Activity.
Exact reproduction of the following data is required.
Data excerpts Start Marker
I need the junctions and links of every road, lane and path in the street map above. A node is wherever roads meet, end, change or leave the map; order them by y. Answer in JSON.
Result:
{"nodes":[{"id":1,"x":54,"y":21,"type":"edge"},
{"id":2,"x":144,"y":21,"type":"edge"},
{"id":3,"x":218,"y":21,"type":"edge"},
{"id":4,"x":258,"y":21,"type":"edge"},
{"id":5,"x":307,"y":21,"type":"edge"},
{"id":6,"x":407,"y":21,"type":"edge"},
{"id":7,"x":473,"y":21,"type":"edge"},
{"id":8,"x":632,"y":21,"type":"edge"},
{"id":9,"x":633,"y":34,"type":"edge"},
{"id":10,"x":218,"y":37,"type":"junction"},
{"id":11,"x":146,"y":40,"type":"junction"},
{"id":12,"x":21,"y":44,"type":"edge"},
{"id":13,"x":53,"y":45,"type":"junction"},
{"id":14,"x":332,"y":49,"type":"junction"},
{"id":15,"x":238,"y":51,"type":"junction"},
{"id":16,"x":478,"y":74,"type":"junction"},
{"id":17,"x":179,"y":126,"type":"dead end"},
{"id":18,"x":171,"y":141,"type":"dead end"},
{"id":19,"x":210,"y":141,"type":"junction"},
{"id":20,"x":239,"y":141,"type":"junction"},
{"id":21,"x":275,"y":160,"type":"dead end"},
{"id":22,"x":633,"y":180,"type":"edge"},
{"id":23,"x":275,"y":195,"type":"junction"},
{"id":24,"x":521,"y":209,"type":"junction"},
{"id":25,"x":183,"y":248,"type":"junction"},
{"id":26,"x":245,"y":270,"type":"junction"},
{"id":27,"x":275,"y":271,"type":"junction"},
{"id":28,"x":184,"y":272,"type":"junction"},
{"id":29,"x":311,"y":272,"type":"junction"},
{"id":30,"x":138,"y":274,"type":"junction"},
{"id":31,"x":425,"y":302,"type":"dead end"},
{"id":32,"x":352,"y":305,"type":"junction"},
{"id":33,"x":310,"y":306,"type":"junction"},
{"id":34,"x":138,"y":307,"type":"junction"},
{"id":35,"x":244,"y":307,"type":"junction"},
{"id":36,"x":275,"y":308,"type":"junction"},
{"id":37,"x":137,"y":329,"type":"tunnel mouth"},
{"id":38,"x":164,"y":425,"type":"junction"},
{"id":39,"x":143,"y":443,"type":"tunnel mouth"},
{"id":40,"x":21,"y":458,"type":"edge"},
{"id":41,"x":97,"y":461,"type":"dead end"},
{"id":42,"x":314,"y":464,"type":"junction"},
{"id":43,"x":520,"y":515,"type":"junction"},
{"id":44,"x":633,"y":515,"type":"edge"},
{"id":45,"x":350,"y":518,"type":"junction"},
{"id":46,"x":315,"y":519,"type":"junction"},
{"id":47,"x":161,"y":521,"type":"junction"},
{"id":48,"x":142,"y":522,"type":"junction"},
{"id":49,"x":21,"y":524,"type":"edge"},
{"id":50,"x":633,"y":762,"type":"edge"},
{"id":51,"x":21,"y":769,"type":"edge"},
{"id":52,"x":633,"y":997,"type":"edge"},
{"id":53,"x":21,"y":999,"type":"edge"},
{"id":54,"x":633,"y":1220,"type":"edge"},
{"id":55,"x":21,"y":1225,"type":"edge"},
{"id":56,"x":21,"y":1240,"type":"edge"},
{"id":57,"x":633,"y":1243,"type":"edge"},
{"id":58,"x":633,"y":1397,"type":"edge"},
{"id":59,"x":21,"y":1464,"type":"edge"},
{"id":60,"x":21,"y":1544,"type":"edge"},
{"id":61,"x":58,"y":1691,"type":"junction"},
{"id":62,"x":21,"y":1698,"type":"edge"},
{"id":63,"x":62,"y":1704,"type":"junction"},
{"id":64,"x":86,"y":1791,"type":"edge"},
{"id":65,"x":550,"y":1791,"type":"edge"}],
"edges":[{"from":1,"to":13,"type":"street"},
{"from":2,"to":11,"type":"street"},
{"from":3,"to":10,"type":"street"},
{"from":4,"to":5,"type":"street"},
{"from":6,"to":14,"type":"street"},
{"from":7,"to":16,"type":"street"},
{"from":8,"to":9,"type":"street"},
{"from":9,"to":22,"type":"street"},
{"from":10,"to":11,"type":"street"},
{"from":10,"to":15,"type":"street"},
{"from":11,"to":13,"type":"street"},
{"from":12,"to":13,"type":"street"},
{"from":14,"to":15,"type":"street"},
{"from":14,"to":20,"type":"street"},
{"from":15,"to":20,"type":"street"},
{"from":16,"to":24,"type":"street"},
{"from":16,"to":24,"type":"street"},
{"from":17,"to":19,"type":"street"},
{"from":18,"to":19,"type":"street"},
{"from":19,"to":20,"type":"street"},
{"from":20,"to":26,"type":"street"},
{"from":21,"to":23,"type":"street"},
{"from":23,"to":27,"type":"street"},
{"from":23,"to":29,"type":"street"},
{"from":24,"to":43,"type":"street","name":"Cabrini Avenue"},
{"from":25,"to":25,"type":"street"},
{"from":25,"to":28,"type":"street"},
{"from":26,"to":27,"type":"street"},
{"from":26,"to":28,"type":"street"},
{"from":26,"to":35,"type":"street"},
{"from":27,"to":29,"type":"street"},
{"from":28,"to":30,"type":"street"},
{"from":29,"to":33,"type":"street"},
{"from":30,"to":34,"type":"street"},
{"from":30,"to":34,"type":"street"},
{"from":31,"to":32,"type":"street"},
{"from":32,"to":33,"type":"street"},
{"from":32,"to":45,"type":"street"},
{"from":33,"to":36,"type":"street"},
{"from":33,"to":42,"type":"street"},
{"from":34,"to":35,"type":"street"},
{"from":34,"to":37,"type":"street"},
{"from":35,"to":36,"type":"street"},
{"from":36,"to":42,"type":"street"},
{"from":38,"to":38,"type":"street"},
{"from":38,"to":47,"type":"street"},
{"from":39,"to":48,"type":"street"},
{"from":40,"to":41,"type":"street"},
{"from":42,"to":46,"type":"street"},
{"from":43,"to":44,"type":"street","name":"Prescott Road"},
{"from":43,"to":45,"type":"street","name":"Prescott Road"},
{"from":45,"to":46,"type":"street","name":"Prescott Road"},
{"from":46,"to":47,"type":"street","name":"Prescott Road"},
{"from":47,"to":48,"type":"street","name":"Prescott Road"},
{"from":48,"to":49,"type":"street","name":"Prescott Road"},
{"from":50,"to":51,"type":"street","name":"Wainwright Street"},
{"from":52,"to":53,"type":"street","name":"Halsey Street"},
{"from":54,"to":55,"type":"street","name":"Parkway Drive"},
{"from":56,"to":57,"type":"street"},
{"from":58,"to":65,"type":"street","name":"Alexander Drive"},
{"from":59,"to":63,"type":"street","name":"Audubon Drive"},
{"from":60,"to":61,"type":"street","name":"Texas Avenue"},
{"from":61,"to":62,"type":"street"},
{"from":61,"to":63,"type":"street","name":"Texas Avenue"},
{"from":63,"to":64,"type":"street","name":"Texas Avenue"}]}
Data excerpts End Marker
Reply to the task.
I need the junctions and links of every road, lane and path in the street map above. A node is wherever roads meet, end, change or leave the map; order them by y. Answer in JSON.
Result:
{"nodes":[{"id":1,"x":54,"y":21,"type":"edge"},
{"id":2,"x":144,"y":21,"type":"edge"},
{"id":3,"x":218,"y":21,"type":"edge"},
{"id":4,"x":258,"y":21,"type":"edge"},
{"id":5,"x":307,"y":21,"type":"edge"},
{"id":6,"x":407,"y":21,"type":"edge"},
{"id":7,"x":473,"y":21,"type":"edge"},
{"id":8,"x":632,"y":21,"type":"edge"},
{"id":9,"x":633,"y":34,"type":"edge"},
{"id":10,"x":218,"y":37,"type":"junction"},
{"id":11,"x":146,"y":40,"type":"junction"},
{"id":12,"x":21,"y":44,"type":"edge"},
{"id":13,"x":53,"y":45,"type":"junction"},
{"id":14,"x":332,"y":49,"type":"junction"},
{"id":15,"x":238,"y":51,"type":"junction"},
{"id":16,"x":478,"y":74,"type":"junction"},
{"id":17,"x":179,"y":126,"type":"dead end"},
{"id":18,"x":171,"y":141,"type":"dead end"},
{"id":19,"x":210,"y":141,"type":"junction"},
{"id":20,"x":239,"y":141,"type":"junction"},
{"id":21,"x":275,"y":160,"type":"dead end"},
{"id":22,"x":633,"y":180,"type":"edge"},
{"id":23,"x":275,"y":195,"type":"junction"},
{"id":24,"x":521,"y":209,"type":"junction"},
{"id":25,"x":183,"y":248,"type":"junction"},
{"id":26,"x":245,"y":270,"type":"junction"},
{"id":27,"x":275,"y":271,"type":"junction"},
{"id":28,"x":184,"y":272,"type":"junction"},
{"id":29,"x":311,"y":272,"type":"junction"},
{"id":30,"x":138,"y":274,"type":"junction"},
{"id":31,"x":425,"y":302,"type":"dead end"},
{"id":32,"x":352,"y":305,"type":"junction"},
{"id":33,"x":310,"y":306,"type":"junction"},
{"id":34,"x":138,"y":307,"type":"junction"},
{"id":35,"x":244,"y":307,"type":"junction"},
{"id":36,"x":275,"y":308,"type":"junction"},
{"id":37,"x":137,"y":329,"type":"tunnel mouth"},
{"id":38,"x":164,"y":425,"type":"junction"},
{"id":39,"x":143,"y":443,"type":"tunnel mouth"},
{"id":40,"x":21,"y":458,"type":"edge"},
{"id":41,"x":97,"y":461,"type":"dead end"},
{"id":42,"x":314,"y":464,"type":"junction"},
{"id":43,"x":520,"y":515,"type":"junction"},
{"id":44,"x":633,"y":515,"type":"edge"},
{"id":45,"x":350,"y":518,"type":"junction"},
{"id":46,"x":315,"y":519,"type":"junction"},
{"id":47,"x":161,"y":521,"type":"junction"},
{"id":48,"x":142,"y":522,"type":"junction"},
{"id":49,"x":21,"y":524,"type":"edge"},
{"id":50,"x":633,"y":762,"type":"edge"},
{"id":51,"x":21,"y":769,"type":"edge"},
{"id":52,"x":633,"y":997,"type":"edge"},
{"id":53,"x":21,"y":999,"type":"edge"},
{"id":54,"x":633,"y":1220,"type":"edge"},
{"id":55,"x":21,"y":1225,"type":"edge"},
{"id":56,"x":21,"y":1240,"type":"edge"},
{"id":57,"x":633,"y":1243,"type":"edge"},
{"id":58,"x":633,"y":1397,"type":"edge"},
{"id":59,"x":21,"y":1464,"type":"edge"},
{"id":60,"x":21,"y":1544,"type":"edge"},
{"id":61,"x":58,"y":1691,"type":"junction"},
{"id":62,"x":21,"y":1698,"type":"edge"},
{"id":63,"x":62,"y":1704,"type":"junction"},
{"id":64,"x":86,"y":1791,"type":"edge"},
{"id":65,"x":550,"y":1791,"type":"edge"}],
"edges":[{"from":1,"to":13,"type":"street"},
{"from":2,"to":11,"type":"street"},
{"from":3,"to":10,"type":"street"},
{"from":4,"to":5,"type":"street"},
{"from":6,"to":14,"type":"street"},
{"from":7,"to":16,"type":"street"},
{"from":8,"to":9,"type":"street"},
{"from":9,"to":22,"type":"street"},
{"from":10,"to":11,"type":"street"},
{"from":10,"to":15,"type":"street"},
{"from":11,"to":13,"type":"street"},
{"from":12,"to":13,"type":"street"},
{"from":14,"to":15,"type":"street"},
{"from":14,"to":20,"type":"street"},
{"from":15,"to":20,"type":"street"},
{"from":16,"to":24,"type":"street"},
{"from":16,"to":24,"type":"street"},
{"from":17,"to":19,"type":"street"},
{"from":18,"to":19,"type":"street"},
{"from":19,"to":20,"type":"street"},
{"from":20,"to":26,"type":"street"},
{"from":21,"to":23,"type":"street"},
{"from":23,"to":27,"type":"street"},
{"from":23,"to":29,"type":"street"},
{"from":24,"to":43,"type":"street","name":"Cabrini Avenue"},
{"from":25,"to":25,"type":"street"},
{"from":25,"to":28,"type":"street"},
{"from":26,"to":27,"type":"street"},
{"from":26,"to":28,"type":"street"},
{"from":26,"to":35,"type":"street"},
{"from":27,"to":29,"type":"street"},
{"from":28,"to":30,"type":"street"},
{"from":29,"to":33,"type":"street"},
{"from":30,"to":34,"type":"street"},
{"from":30,"to":34,"type":"street"},
{"from":31,"to":32,"type":"street"},
{"from":32,"to":33,"type":"street"},
{"from":32,"to":45,"type":"street"},
{"from":33,"to":36,"type":"street"},
{"from":33,"to":42,"type":"street"},
{"from":34,"to":35,"type":"street"},
{"from":34,"to":37,"type":"street"},
{"from":35,"to":36,"type":"street"},
{"from":36,"to":42,"type":"street"},
{"from":38,"to":38,"type":"street"},
{"from":38,"to":47,"type":"street"},
{"from":39,"to":48,"type":"street"},
{"from":40,"to":41,"type":"street"},
{"from":42,"to":46,"type":"street"},
{"from":43,"to":44,"type":"street","name":"Prescott Road"},
{"from":43,"to":45,"type":"street","name":"Prescott Road"},
{"from":45,"to":46,"type":"street","name":"Prescott Road"},
{"from":46,"to":47,"type":"street","name":"Prescott Road"},
{"from":47,"to":48,"type":"street","name":"Prescott Road"},
{"from":48,"to":49,"type":"street","name":"Prescott Road"},
{"from":50,"to":51,"type":"street","name":"Wainwright Street"},
{"from":52,"to":53,"type":"street","name":"Halsey Street"},
{"from":54,"to":55,"type":"street","name":"Parkway Drive"},
{"from":56,"to":57,"type":"street"},
{"from":58,"to":65,"type":"street","name":"Alexander Drive"},
{"from":59,"to":63,"type":"street","name":"Audubon Drive"},
{"from":60,"to":61,"type":"street","name":"Texas Avenue"},
{"from":61,"to":62,"type":"street"},
{"from":61,"to":63,"type":"street","name":"Texas Avenue"},
{"from":63,"to":64,"type":"street","name":"Texas Avenue"}]}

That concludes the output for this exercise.